Georges de Poděbrady évolue rapidement au sein de l'aile seigneuriale de l'armée hussite, dont il prend bientôt la tête. En 1448, il prend la ville de Prague, puis celle de Tábor en 1452, où il réduit à néant la frange radicale du mouvement. Sur un arrangement avec Ladislav Ier, il reconnaît celui-ci roi de Bohême et garde la régence du royaume, car le roi est encore mineur. Lorsqu'en 1457 le roi meurt d'une leucémie se pose la question de sa succession. A la surprise générale, c'est George de Poděbrady qui est élu roi. La raison en est que la personnalité du nouveau souverain était garante d'une entente relative entre la noblesse catholique et celle des Calixtins, ainsi que du respect des Compacta de Bâle (pacte permettant la communion sous les deux espèces).
Georges de Poděbrad s'avéra un excellent diplomate, aussi bien pour les affaires internes au royaume que sur la scène internationale. En Bohême, il parvint à conserver l'équilibre précaire qui régnait entre la majorité des Calixtins et la minorité catholique, ainsi qu'à intervenir sans compromis contre l'Union des Frères tchèques alors naissante, sans aucune conséquence fâcheuse. A l'étranger, il s'efforça de compenser habilement l'attitude des autres souverains, qui le considéraient comme un intrus et un usurpateur, et réussit à prévoir qu'un conflit avec le pape était inéluctable.
Par des
manœuvres diplomatiques habiles, il gagna Frédéric III à sa cause, ainsi que, temporairement, Matthias Corvin, roi de Hongrie. Il devait cependant se brouiller avec ce dernier à cause, d'une part, de la question hongroise, et, de l'autre, de l'ambition de Matthias. La pression de la curie se fit plus forte, mais Georges refusa d'intervenir ouvertement contre la majorité des Calixtins. Il ne se contenta d'ailleurs pas d'une résistance passive, et commença à organiser une résistance active.
Il envoya alors des ambassadeurs dans les principales cours d'Europe qui tentèrent de convaincre les souverains qu'un accord général de paix et de coopération entre tous les monarques chrétiens était nécessaire. Il s'agissait d'une idée révolutionnaire ayant pour but, outre des changements radicaux sur l'échiquier politique, d'organiser une défense commune contre les Turcs. Cependant, le pape ne conservait selon cet accord qu'une position très réduite, et la curie s'y opposa officiellement et officieusement. Après bien des péripétie, cette idée audacieuse ne devait donc finalement pas aboutir, et il fallut attendre plus de cinq siècles pour qu'elle soit réalisée, quoique sous une forme un peu différente !

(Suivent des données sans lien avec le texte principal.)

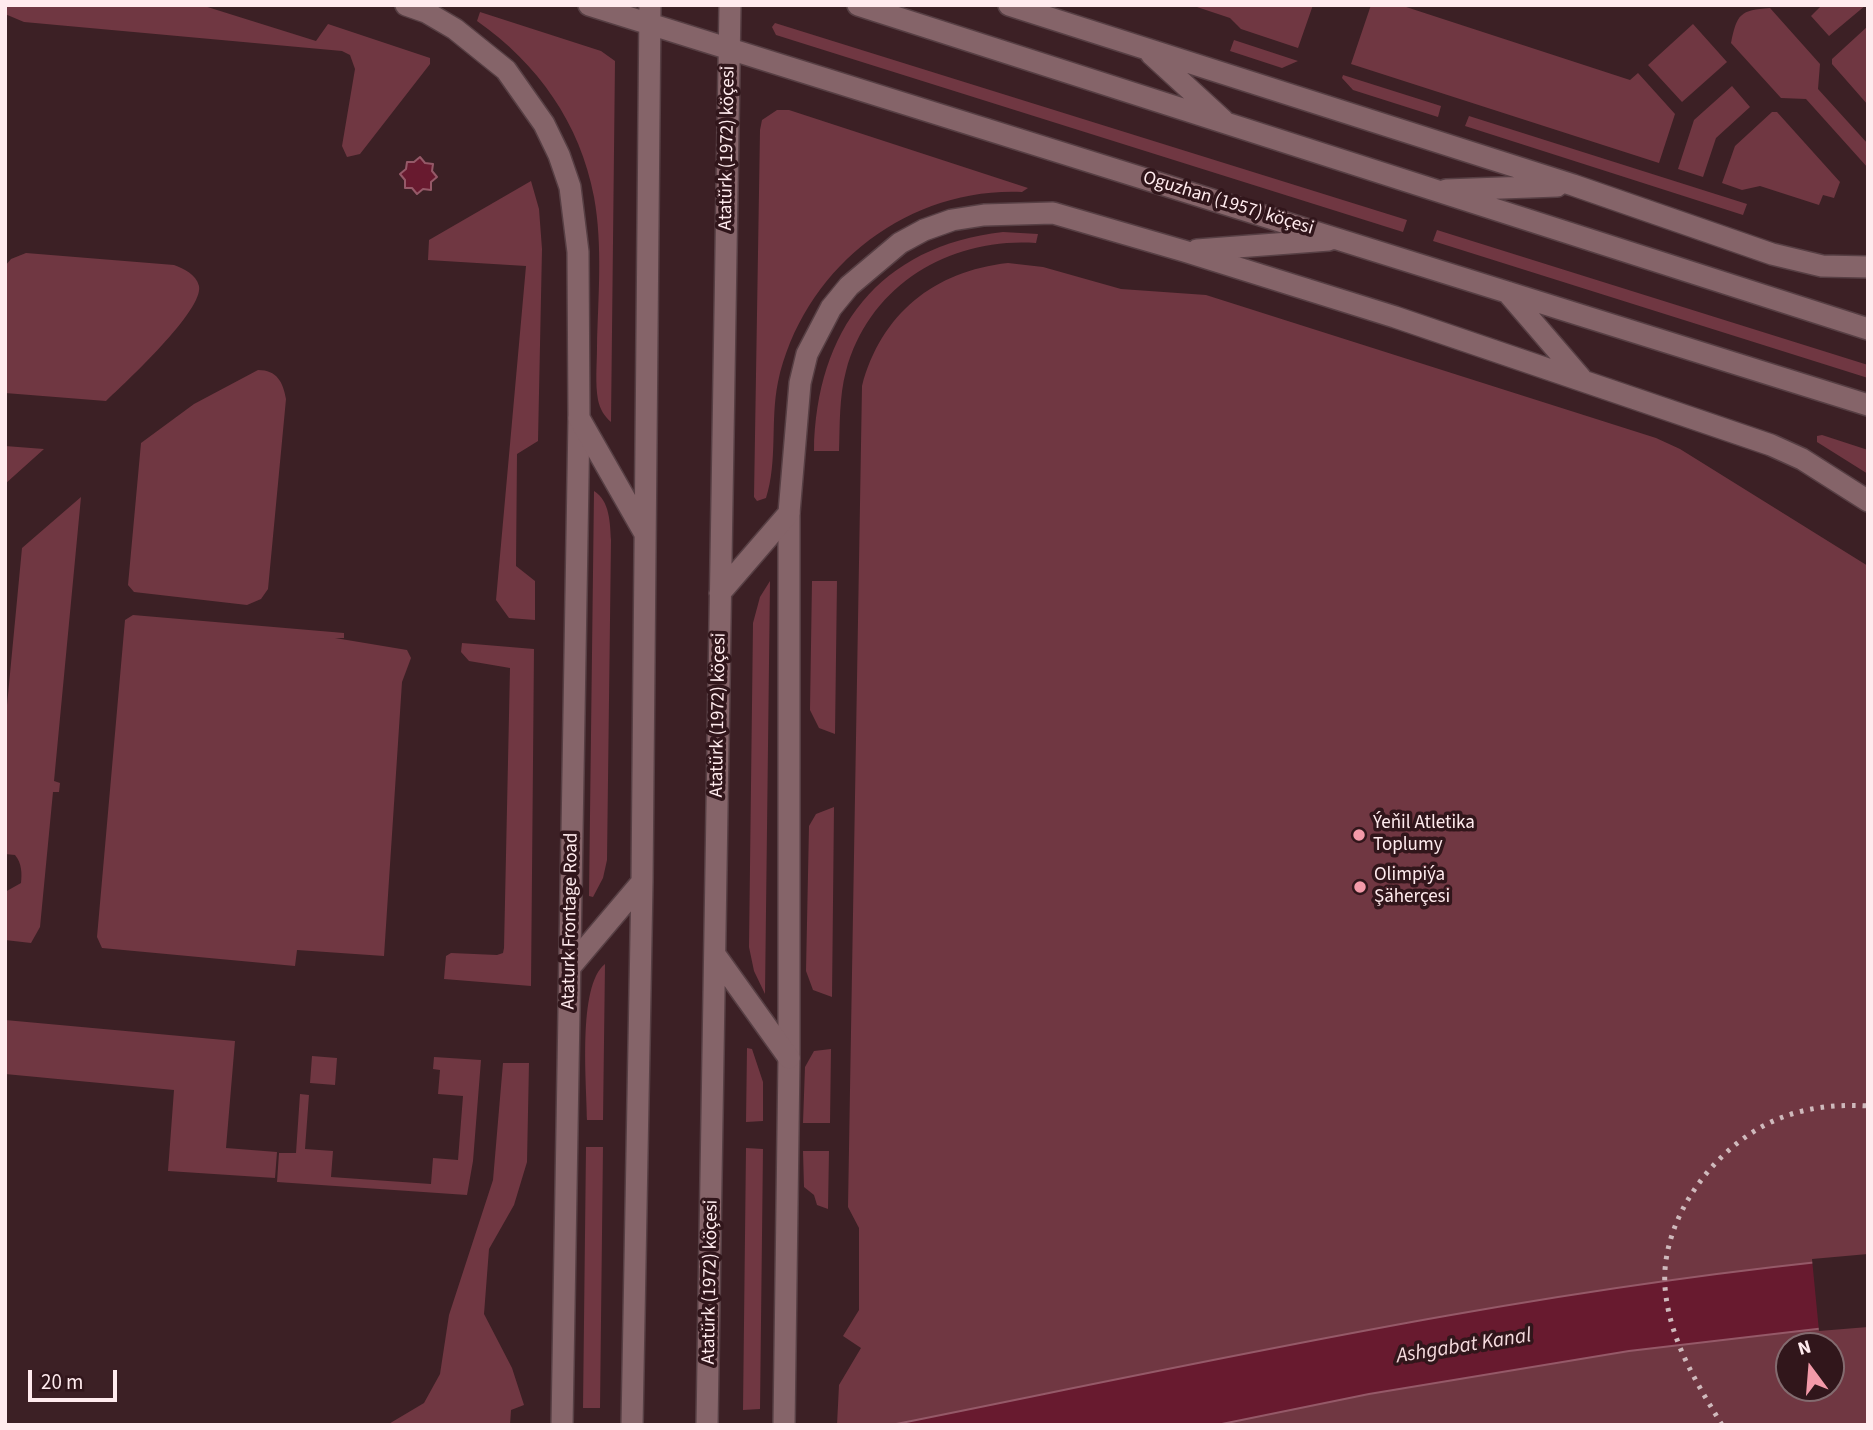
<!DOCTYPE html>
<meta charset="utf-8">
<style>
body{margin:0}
#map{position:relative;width:1873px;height:1430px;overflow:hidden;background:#3c2025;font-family:"Source Sans 3",sans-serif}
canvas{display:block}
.frame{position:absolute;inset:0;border:7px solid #ffebee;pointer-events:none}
.north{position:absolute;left:1775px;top:1332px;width:70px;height:70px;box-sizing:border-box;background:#31161b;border:2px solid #836b6f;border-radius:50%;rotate:344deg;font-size:19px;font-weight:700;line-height:28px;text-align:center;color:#ffebee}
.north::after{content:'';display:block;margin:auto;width:24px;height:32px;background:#f39aa9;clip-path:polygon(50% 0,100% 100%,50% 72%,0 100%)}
.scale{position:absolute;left:28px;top:1370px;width:89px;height:32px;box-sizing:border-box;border:4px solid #ffebee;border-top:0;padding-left:9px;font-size:21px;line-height:24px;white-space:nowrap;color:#ffebee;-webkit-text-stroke:5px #31161b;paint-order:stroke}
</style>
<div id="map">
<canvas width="1873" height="1430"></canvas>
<div class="frame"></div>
<div class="north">N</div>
<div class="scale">20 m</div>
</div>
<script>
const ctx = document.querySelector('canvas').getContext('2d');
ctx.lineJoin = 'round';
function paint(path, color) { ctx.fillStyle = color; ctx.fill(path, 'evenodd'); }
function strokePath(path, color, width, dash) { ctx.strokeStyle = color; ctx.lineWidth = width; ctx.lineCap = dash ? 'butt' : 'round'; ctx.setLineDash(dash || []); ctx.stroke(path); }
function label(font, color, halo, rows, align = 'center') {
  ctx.font = font + ' "Source Sans 3",sans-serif'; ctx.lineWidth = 7; ctx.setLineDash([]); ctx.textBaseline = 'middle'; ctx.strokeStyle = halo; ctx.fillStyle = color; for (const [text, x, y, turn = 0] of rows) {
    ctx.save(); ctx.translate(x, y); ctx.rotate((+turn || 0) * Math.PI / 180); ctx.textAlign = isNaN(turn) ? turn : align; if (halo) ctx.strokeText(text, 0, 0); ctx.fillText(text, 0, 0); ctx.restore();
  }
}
paint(new Path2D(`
 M5,5h196l115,36 12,-17 102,34v6l-70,90 -13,3 -5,-11 13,-77 -5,-14 -8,-4 -318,-29 -19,-8z
 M1191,5h122l-15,43 -57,-19 -11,-11z
 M1371,5h29l230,75 8,-7 37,41 -16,49 -308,-99z
 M1822,5h44l-37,31 -18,-20z
 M1770,8l50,56 -2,25 50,55v24l-62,-69 -25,-1 -50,-55c6,-29 9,-33 39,-35z
 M480,12l121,39 14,10 -4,361c-7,-6 -11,-13 -13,-22 -3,-17 -1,-36 -1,-53 1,-49 6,-101 -3,-150 -14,-74 -56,-133 -117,-176z
 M775,23l632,197 -4,12 -627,-197 -4,-8z
 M1693,24l34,38 -45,40 -34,-37z
 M1868,26v79l-36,-41v-5z
 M1234,40l64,21 -16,7 -52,-17z
 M1343,75l98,31 -3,11 -85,-27 -11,-12z
 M1732,86l18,21 -34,31 -13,39 -25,-8 16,-49z
 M777,110h12l239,78 -6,4c-116,-5 -219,77 -244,190 -8,38 0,79 -12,116l-9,3 -3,-4 6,-367 2,-10z
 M1772,112h5l63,70 -6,16 -11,-3 -4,10 -59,-19 -18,4 -20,-7 13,-37z
 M1469,116l278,88 -4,11 -278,-89z
 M531,181l8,28 3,40 -4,192 -21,13 -1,112 19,15v39l-26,-2 -13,-18 30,-334 -98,-6 1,-20z
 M1437,230l431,135v13l-435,-137z
 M1003,232l35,2 -2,9c-86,-6 -167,42 -190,128 -7,26 -6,54 -7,80h-25c2,-121 65,-205 189,-219z
 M26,253l148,12c10,4 22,9 25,21 5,24 -74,97 -93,115l-101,-8v-127l6,-7z
 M1008,263l35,4 78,22 85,6 450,143 24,11 188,117v859h-1031l2,-40 22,-37 -18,-12 16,-26v-82l-11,-21 14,-821c19,-72 72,-115 146,-123zM1789,1346h42v42h-42z
 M258,370c19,0 25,12 28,29l-18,190 -7,10 -14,6 -113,-13 -6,-7 13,-142 53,-39z
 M1822,435l46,15v24l-51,-32v-6z
 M5,446l39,3 -39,35z
 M594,491c16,10 16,32 17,49l-4,320 -4,18 -10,19 -4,-1z
 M81,497l-27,284 6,2 -1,9h-6l-13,135 -9,16 -26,-3v-48l16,-9c1,-9 1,-20 -6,-28l-10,-1v-128l17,-178z
 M770,581l-5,413 -11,-23 -5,-24 4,-324 7,-26z
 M812,581h25l-2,153 -16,-6 -9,-18z
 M133,615l211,18v5h-9l72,12 4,8 -9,24 -18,274 -87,-6 -2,16 -193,-18 -5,-11 28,-317z
 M462,643l72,6 -3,337 -87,-7 2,-23 5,-3 46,2 6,-2 1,-5 6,-280 -41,-7 -8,-9z
 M834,807l-2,190 -19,-7 -7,-19 3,-145 7,-12z
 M605,964l-2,156h-16c0,-35 -10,-134 18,-156z
 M5,1020l230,21 -9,107 51,4 -2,26 -107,-7 6,-81 -169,-16z
 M747,1048l5,1 11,33v39l-17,1z
 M831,1049l-1,74h-27l2,-56 9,-16z
 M312,1056l25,2 -2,27 -25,-2z
 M434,1057l47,3 -8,101 -6,34 -190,-13 2,-29h17l4,-59 9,1 -4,54 28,2 -2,26 100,7 2,-26 25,2 5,-64 -25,-2 2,-24 -7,-1z
 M503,1063h26l-2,99 -13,43 -25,44 -5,65 28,54 12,37 -13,5 -1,15h-123l37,-22 16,-29 9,-59 44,-135z
 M586,1147h17l-3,261h-17z
 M746,1148l17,1 -3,260 -17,1z
 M803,1151h26l-1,58 -11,-4 -3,-10 -10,-8z`), '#703742');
const water = new Path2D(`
 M420,157l5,6 8,1 -1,7 5,6 -6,5v8l-8,-1 -6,5 -5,-6h-7v-8l-5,-6 6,-5 1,-7h7z
 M1868,1257v66l-239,28 -260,43 -152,31h-326c324,-65 647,-137 977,-168z`);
paint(water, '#681a2f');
strokePath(water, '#955968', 2);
paint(new Path2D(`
 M1868,1254v73l-49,4 -7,-72z`), '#3c2025');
const street = new Path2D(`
 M562,1425l17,-1007
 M784,1425l5,-367v-545`);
const secondary = new Path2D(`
 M406,5l20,7 29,17 51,41 38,54 15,31 11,32 8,65 1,166 65,114
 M589,5l1279,400
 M858,5l1010,324
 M1009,5l564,180 199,69 50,12 46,1
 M1151,54l72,66
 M1446,190l111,-4
 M1197,250l132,-10
 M1507,292l74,86
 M720,593l69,-80 11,-130 7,-29 24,-46 18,-22 51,-43 24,-13 28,-10 32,-5 69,-2 131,38 211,66 376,128 31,14 66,42
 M716,956l73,102
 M571,966l71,-84
 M632,1425l10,-543 8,-877
 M707,1425l23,-1420`);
strokePath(street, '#573f44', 24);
strokePath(secondary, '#573f44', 24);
strokePath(street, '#856469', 21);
strokePath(secondary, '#856469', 21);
strokePath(new Path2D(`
 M1722,1425c-26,-43 -53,-86 -57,-138 -5,-70 53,-146 118,-170 26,-10 57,-13 85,-11`), '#cfb9bc', 5, [3.5, 7]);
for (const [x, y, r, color] of [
 [1359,835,7,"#f39aa9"],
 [1360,887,7,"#f39aa9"]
]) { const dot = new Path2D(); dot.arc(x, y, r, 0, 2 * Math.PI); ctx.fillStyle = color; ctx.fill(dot); strokePath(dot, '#31161b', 2.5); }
label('19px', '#ffebee', '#31161b', [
 ["Atatürk (1972) köçesi",728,148,-89],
 ["Oguzhan (1957) köçesi",1228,204,17],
 ["Atatürk (1972) köçesi",719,715,-89],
 ["Ataturk Frontage Road",571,921,-89],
 ["Atatürk (1972) köçesi",711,1282,-89]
]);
label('19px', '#ffebee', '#31161b', [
 ["Ýeňil Atletika",1373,824],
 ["Toplumy",1373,846],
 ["Olimpiýa",1374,876],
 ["Şäherçesi",1374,898]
], 'left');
label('italic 21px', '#f5dbde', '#31161b', [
 ["Ashgabat Kanal",1464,1347,-9]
]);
</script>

Le roi entra finalement en conflit avec certaines fractions locales, faiblesse dont le pape sut immédiatement profiter : il excommunia Georges de Poděbrady et lança contre lui une croisade. Matthias Corvin, ex-gendre du roi, saisit cette opportunité, mais il fut vaincu et relâché sur parole (parole qu'il ne devait pas tenir). Georges, comprenant que son règne était intenable, proposa sa couronne aux Jagellons de Pologne. Il mourut peu après.